Okay, that’s not entirely true. The search function is fucked, but I’ve been BUSY....!
I haven’t slept in a bedroom or in a real bed since 2009. A severe dry rot episode, and its removal, is a fascinating force to reckon with. I could never have imagined it, even if I squeezed my brain with a giant tweezer and injected it with meow meow. It’s also rather revolting and undisputedly difficult to live alongside.
I have a collection of tasty photographs to shock and appal little old ladies with. “Did you know that under your floorboards a giant mushroom is preparing to smother you?! As you snore and slowly leak urine into the mattress, it grows. And one day you just won’t wake. They will find you encased, suffocated in your sleep, and quite dead’. My landlords are complete and utter arseholes.

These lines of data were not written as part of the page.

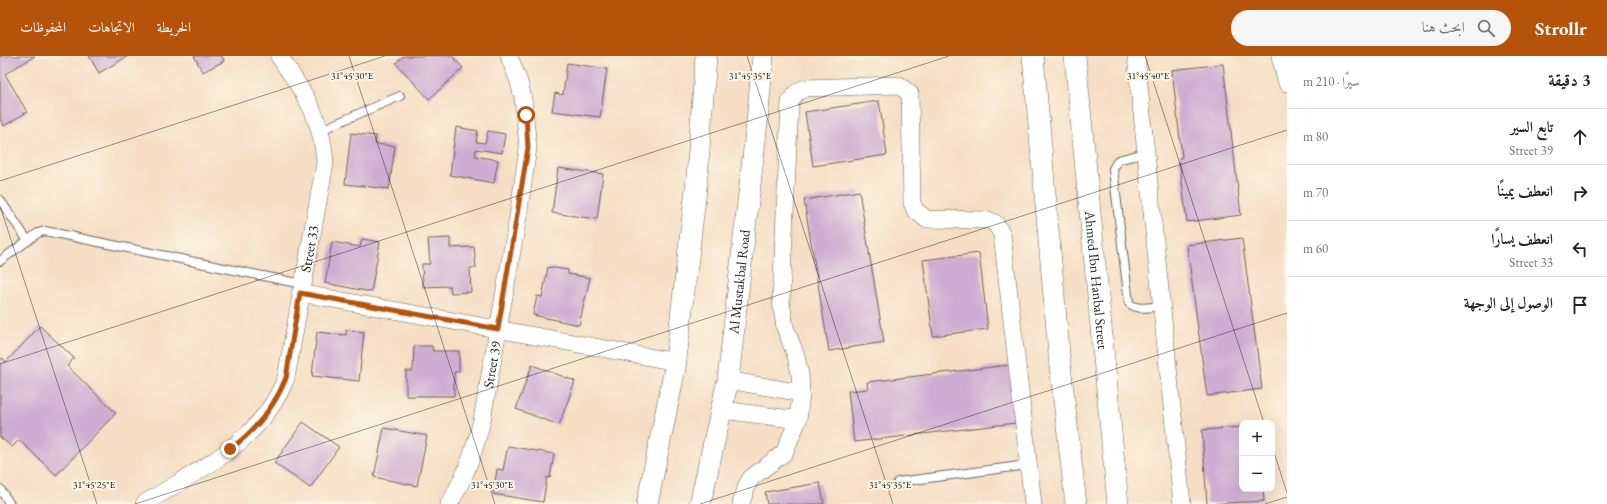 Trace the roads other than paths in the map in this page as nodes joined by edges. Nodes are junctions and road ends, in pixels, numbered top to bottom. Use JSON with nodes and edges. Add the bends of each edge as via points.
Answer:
{"nodes":[{"id":1,"x":279,"y":56,"type":"edge"},
{"id":2,"x":509,"y":56,"type":"edge"},
{"id":3,"x":706,"y":56,"type":"edge"},
{"id":4,"x":763,"y":56,"type":"edge"},
{"id":5,"x":1033,"y":56,"type":"edge"},
{"id":6,"x":1075,"y":56,"type":"edge"},
{"id":7,"x":1136,"y":56,"type":"edge"},
{"id":8,"x":1280,"y":56,"type":"edge"},
{"id":9,"x":1287,"y":83,"type":"edge"},
{"id":10,"x":400,"y":96,"type":"dead end"},
{"id":11,"x":321,"y":130,"type":"junction"},
{"id":12,"x":1145,"y":153,"type":"junction"},
{"id":13,"x":0,"y":200,"type":"edge"},
{"id":14,"x":28,"y":241,"type":"junction"},
{"id":15,"x":0,"y":261,"type":"edge"},
{"id":16,"x":301,"y":289,"type":"junction"},
{"id":17,"x":1161,"y":306,"type":"junction"},
{"id":18,"x":498,"y":329,"type":"junction"},
{"id":19,"x":675,"y":368,"type":"junction"},
{"id":20,"x":728,"y":380,"type":"junction"},
{"id":21,"x":801,"y":393,"type":"junction"},
{"id":22,"x":723,"y":410,"type":"junction"},
{"id":23,"x":798,"y":420,"type":"junction"},
{"id":24,"x":1028,"y":466,"type":"junction"},
{"id":25,"x":898,"y":482,"type":"dead end"},
{"id":26,"x":0,"y":489,"type":"edge"},
{"id":27,"x":10,"y":504,"type":"edge"},
{"id":28,"x":144,"y":504,"type":"edge"},
{"id":29,"x":449,"y":504,"type":"edge"},
{"id":30,"x":647,"y":504,"type":"edge"},
{"id":31,"x":700,"y":504,"type":"edge"},
{"id":32,"x":741,"y":504,"type":"edge"},
{"id":33,"x":1034,"y":504,"type":"edge"},
{"id":34,"x":1076,"y":504,"type":"edge"},
{"id":35,"x":1118,"y":504,"type":"edge"},
{"id":36,"x":1182,"y":504,"type":"edge"}],
"edges":[{"from":1,"to":11,"type":"street","name":"Street 33","via":[[309,100]]},
{"from":2,"to":18,"type":"street","name":"Street 39","via":[[523,98],[528,148]]},
{"from":3,"to":19,"type":"street","via":[[699,162]]},
{"from":4,"to":20,"type":"street","name":"Al Mustakbal Road"},
{"from":5,"to":34,"type":"street","via":[[1060,365]]},
{"from":6,"to":35,"type":"street","name":"Ahmed Ibn Hanbal Street"},
{"from":7,"to":12,"type":"street"},
{"from":8,"to":9,"type":"street"},
{"from":10,"to":11,"type":"lane"},
{"from":11,"to":16,"type":"street","name":"Street 33","via":[[324,163]]},
{"from":12,"to":17,"type":"street"},
{"from":12,"to":17,"type":"lane","via":[[1118,160],[1113,168],[1129,303],[1138,308]]},
{"from":13,"to":14,"type":"lane"},
{"from":14,"to":15,"type":"lane"},
{"from":14,"to":16,"type":"lane","via":[[45,231]]},
{"from":16,"to":18,"type":"street"},
{"from":16,"to":28,"type":"street","name":"Street 33","via":[[286,378],[265,417],[243,440]]},
{"from":17,"to":36,"type":"street"},
{"from":18,"to":19,"type":"street","via":[[671,361]]},
{"from":18,"to":29,"type":"street","name":"Street 39","via":[[477,443]]},
{"from":19,"to":30,"type":"street"},
{"from":20,"to":21,"type":"street"},
{"from":20,"to":22,"type":"street","name":"Al Mustakbal Road"},
{"from":21,"to":23,"type":"street"},
{"from":21,"to":24,"type":"street","via":[[800,374],[785,327],[781,302],[790,102],[805,88],[898,85],[910,94],[912,203],[915,210],[926,219],[988,220],[995,223],[1002,234]]},
{"from":22,"to":23,"type":"street"},
{"from":22,"to":31,"type":"street","name":"Al Mustakbal Road"},
{"from":23,"to":32,"type":"street","via":[[784,453],[751,478]]},
{"from":24,"to":25,"type":"lane"},
{"from":24,"to":33,"type":"street"},
{"from":26,"to":27,"type":"lane"}]}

I’ve still been going to a gig or two a week and all sorts of amazing things. My recent life is turning into an undocumented blur. Random notes sit on my phone and on my PC. I haven’t formed any of them into the sentences that I imagined. Words clamber for attention as I find myself joyously entranced by life’s offerings. Their destiny is to rattle around my head until they amount to little more than a mere distant echo.
I could write about so much and get immense pleasure from it, but it’s time to turn the sofa into a bed and from there on in it all goes to pot. Although I should sleep, I’ve developed a tendency to wrap myself in my lovely duvet, stroke the cat and watch the US version of The Office. The gentle read in bed has been exchanged for late nights of TV bliss. It makes up for making pleasantries with workmen before I’m ready for the world. Sleep deprivation makes everything so wonderfully ethereal. The misty film of soft reality has an alluring quality. If I reach out to touch, will it disappear?

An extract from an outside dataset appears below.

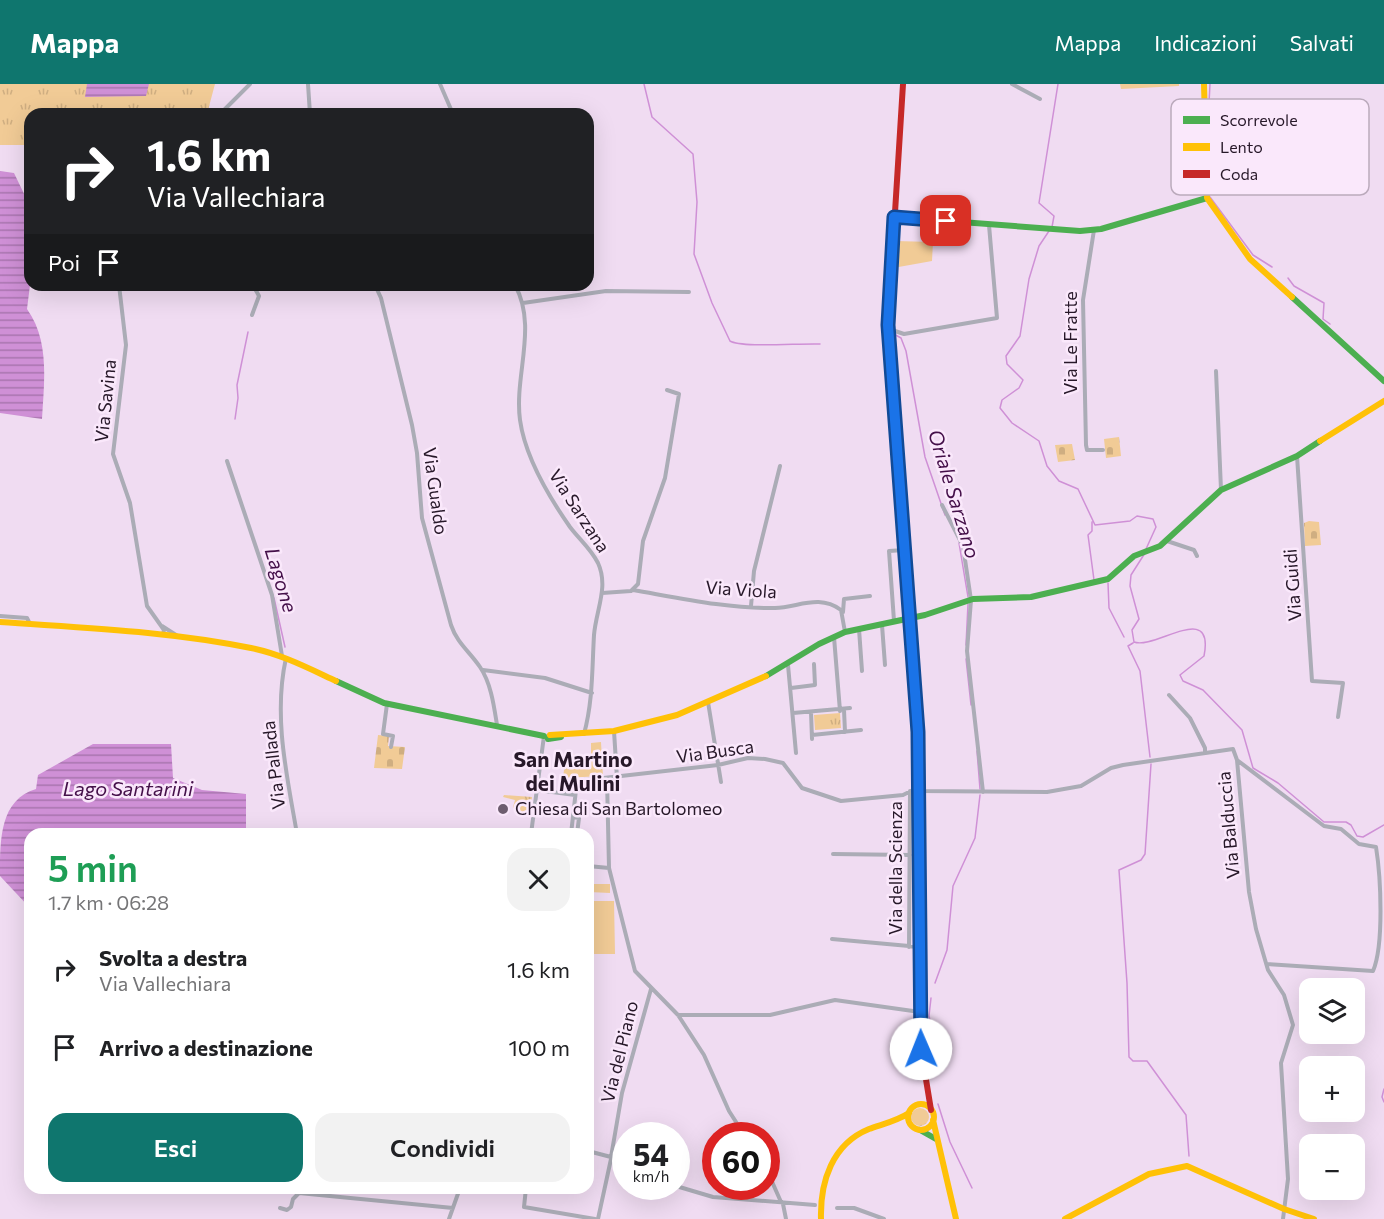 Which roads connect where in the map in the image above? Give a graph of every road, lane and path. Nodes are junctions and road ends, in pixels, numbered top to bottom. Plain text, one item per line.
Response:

Extreme living, eh? I'm surprisingly chipper! I feel happy and it's brilliant. l love it. Under the circumstances I'm aware that's odd. Well done brain for being so defiantly joyful in hard times. I wear a grin rather well. Yes, I do say so myself.
Fabpants Recommends: Being lazy when required. I could recommend many amazing tunes, but there’s millions on the internet and you can find them elsewhere. Fetch boy, fetch.